> _TASK OBJECTIVE_
Output the records exactly, every one of them.

[Stored items]
****************************************

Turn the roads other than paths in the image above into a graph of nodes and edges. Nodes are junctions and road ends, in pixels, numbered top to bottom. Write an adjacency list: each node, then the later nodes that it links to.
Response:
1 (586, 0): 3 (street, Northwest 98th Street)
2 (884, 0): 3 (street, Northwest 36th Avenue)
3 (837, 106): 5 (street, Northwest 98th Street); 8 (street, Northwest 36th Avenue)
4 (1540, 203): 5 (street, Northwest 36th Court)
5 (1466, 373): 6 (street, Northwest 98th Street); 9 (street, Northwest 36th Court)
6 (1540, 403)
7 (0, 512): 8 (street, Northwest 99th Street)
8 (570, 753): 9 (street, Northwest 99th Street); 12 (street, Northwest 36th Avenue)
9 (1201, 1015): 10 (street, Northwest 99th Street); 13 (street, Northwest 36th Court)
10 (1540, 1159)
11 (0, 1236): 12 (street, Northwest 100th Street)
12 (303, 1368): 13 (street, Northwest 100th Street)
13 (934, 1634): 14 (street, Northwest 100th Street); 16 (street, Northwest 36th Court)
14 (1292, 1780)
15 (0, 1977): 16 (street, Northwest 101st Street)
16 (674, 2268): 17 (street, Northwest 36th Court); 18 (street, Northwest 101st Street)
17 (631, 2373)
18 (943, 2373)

****************************************

> _WRITTEN SOLUTION_
Turn the roads other than paths in the image above into a graph of nodes and edges. Nodes are junctions and road ends, in pixels, numbered top to bottom. Write an adjacency list: each node, then the later nodes that it links to.
Response:
1 (586, 0): 3 (street, Northwest 98th Street)
2 (884, 0): 3 (street, Northwest 36th Avenue)
3 (837, 106): 5 (street, Northwest 98th Street); 8 (street, Northwest 36th Avenue)
4 (1540, 203): 5 (street, Northwest 36th Court)
5 (1466, 373): 6 (street, Northwest 98th Street); 9 (street, Northwest 36th Court)
6 (1540, 403)
7 (0, 512): 8 (street, Northwest 99th Street)
8 (570, 753): 9 (street, Northwest 99th Street); 12 (street, Northwest 36th Avenue)
9 (1201, 1015): 10 (street, Northwest 99th Street); 13 (street, Northwest 36th Court)
10 (1540, 1159)
11 (0, 1236): 12 (street, Northwest 100th Street)
12 (303, 1368): 13 (street, Northwest 100th Street)
13 (934, 1634): 14 (street, Northwest 100th Street); 16 (street, Northwest 36th Court)
14 (1292, 1780)
15 (0, 1977): 16 (street, Northwest 101st Street)
16 (674, 2268): 17 (street, Northwest 36th Court); 18 (street, Northwest 101st Street)
17 (631, 2373)
18 (943, 2373)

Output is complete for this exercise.